Zwettl after 1400: Battered by Bohemia
As a border town close to Moravia and Bohemia, Zwettl was heavily involved in the Hussite Wars repeatedly throughout the 15th century. It was besieged three times in 1426 and 1427. Zwettl was successfully defended, but the monastery was flattened by the Hussites on that occasion. The Reformation and Counter-Reformation brought further trouble to the area, which lost its status as a border town when the Habsburgs acquired Bohemia and Moravia in the early 16th century.
During the 30-Years-War, the conflicts with Bohemia re-emerged and Swedish troops occupied Zwettl and looted it rather badly in 1645. The city never fully recovered to previous glory and spent a few not overly exciting centuries. Today, Zwettl tries to emphasise its importance for gentle ecotourism. Sightseeing attractions are obviously the Cistercian Abbey, a well designed by hippie-artist Friedensreich Hundertwasser, as well as a town centre with city walls, Renaissance and Baroque town houses concentrated around the main square.
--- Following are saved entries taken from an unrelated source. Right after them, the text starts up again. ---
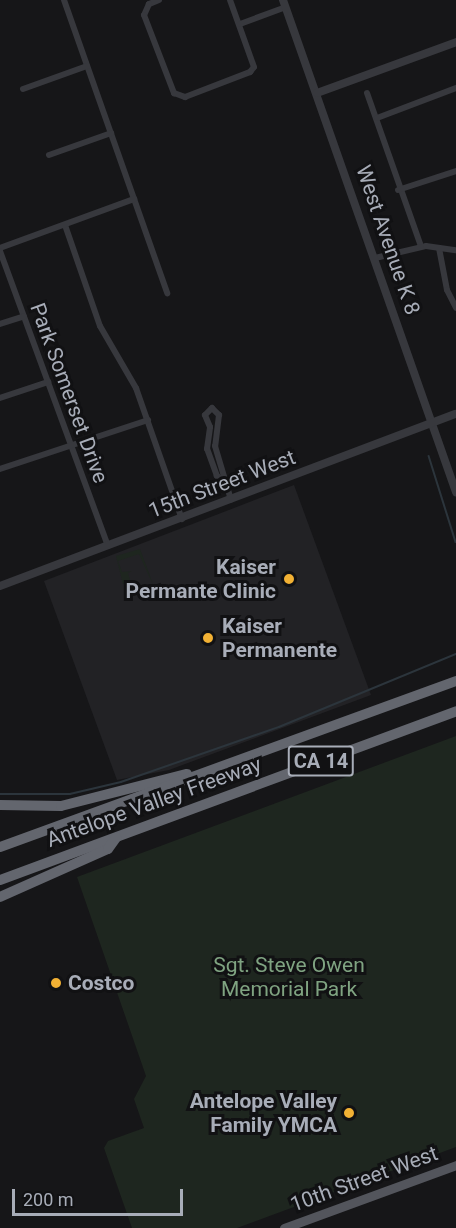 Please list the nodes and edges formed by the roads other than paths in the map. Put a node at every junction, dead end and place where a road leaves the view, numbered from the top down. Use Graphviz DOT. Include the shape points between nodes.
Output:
graph roads {
  1 [pos="64,0"];
  2 [pos="159,0"];
  3 [pos="231,0"];
  4 [pos="285,4"];
  5 [pos="240,24"];
  6 [pos="456,42"];
  7 [pos="87,66"];
  8 [pos="456,88"];
  9 [pos="23,89"];
  10 [pos="317,93"];
  11 [pos="367,93"];
  12 [pos="377,118"];
  13 [pos="111,133"];
  14 [pos="49,156"];
  15 [pos="456,171"];
  16 [pos="398,190"];
  17 [pos="134,199"];
  18 [pos="65,225"];
  19 [pos="421,246"];
  20 [pos="440,248"];
  21 [pos="0,250"];
  22 [pos="456,250"];
  23 [pos="375,258"];
  24 [pos="167,293"];
  25 [pos="456,308"];
  26 [pos="24,316"];
  27 [pos="0,324"];
  28 [pos="48,382"];
  29 [pos="0,398"];
  30 [pos="456,414"];
  31 [pos="148,420"];
  32 [pos="433,423"];
  33 [pos="210,427"];
  34 [pos="218,427"];
  35 [pos="72,448"];
  36 [pos="0,469"];
  37 [pos="224,481"];
  38 [pos="456,492"];
  39 [pos="231,500"];
  40 [pos="182,519"];
  41 [pos="108,546"];
  42 [pos="0,585"];
  43 [pos="456,681"];
  44 [pos="456,711"];
  45 [pos="227,766"];
  46 [pos="0,805"];
  47 [pos="117,836"];
  48 [pos="0,847"];
  49 [pos="0,880"];
  50 [pos="0,897"];
  51 [pos="456,1165"];
  52 [pos="284,1228"];
  1 -- 7 [label="street"];
  2 -- 5 [label="street" via="145,9 144,15 178,96 250,72 254,67"];
  3 -- 5 [label="street"];
  4 -- 5 [label="street"];
  4 -- 10 [label="street, West Avenue K 8"];
  6 -- 10 [label="street"];
  7 -- 9 [label="street"];
  7 -- 13 [label="street"];
  8 -- 12 [label="street"];
  10 -- 23 [label="street, West Avenue K 8"];
  11 -- 12 [label="street"];
  12 -- 16 [label="street"];
  13 -- 14 [label="street"];
  13 -- 17 [label="street"];
  15 -- 16 [label="street"];
  16 -- 19 [label="street"];
  17 -- 18 [label="street"];
  17 -- 24 [label="street"];
  18 -- 21 [label="street"];
  18 -- 31 [label="street" via="104,334 132,380"];
  19 -- 20 [label="street"];
  19 -- 23 [label="street"];
  20 -- 22 [label="street"];
  20 -- 25 [label="street" via="447,290"];
  21 -- 26 [label="street, Park Somerset Drive"];
  23 -- 32 [label="street, West Avenue K 8"];
  26 -- 27 [label="street"];
  26 -- 28 [label="street, Park Somerset Drive"];
  28 -- 29 [label="street"];
  28 -- 35 [label="street, Park Somerset Drive"];
  30 -- 32 [label="street, 15th Street West"];
  31 -- 35 [label="street"];
  31 -- 40 [label="street"];
  32 -- 38 [label="street, West Avenue K 8"];
  32 -- 39 [label="street, 15th Street West"];
  33 -- 34 [label="street"];
  33 -- 34 [label="street" via="210,409 219,415"];
  33 -- 37 [label="street" via="207,449 217,476"];
  34 -- 37 [label="street" via="215,446"];
  35 -- 36 [label="street"];
  35 -- 41 [label="street, Park Somerset Drive"];
  37 -- 39 [label="street"];
  39 -- 40 [label="street, 15th Street West"];
  40 -- 41 [label="street, 15th Street West"];
  41 -- 42 [label="street, 15th Street West"];
  43 -- 45 [label="highway, Antelope Valley Freeway / CA 14"];
  44 -- 47 [label="highway, Antelope Valley Freeway / CA 14"];
  45 -- 46 [label="highway" via="61,806"];
  45 -- 48 [label="highway, Antelope Valley Freeway / CA 14"];
  47 -- 49 [label="highway, Antelope Valley Freeway / CA 14"];
  47 -- 50 [label="highway" via="108,849"];
  51 -- 52 [label="main road, 10th Street West"];
}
The city walls and Zwettl′s past as a border town left the city with various towers and fortifications worth a closer look. Note also the town museum (Stadtmuseum Zwettl) for local history and the churches of Propsteikirche, the Lutheran church and the "Spitalskirche zum Hl. Martin". If you fancy exploring the surroundings of Zwettl beyond the monastery, note The chateaux of Schloss Rosenau. It comes with a museum dedicated to Austrian traditions of freemasonry.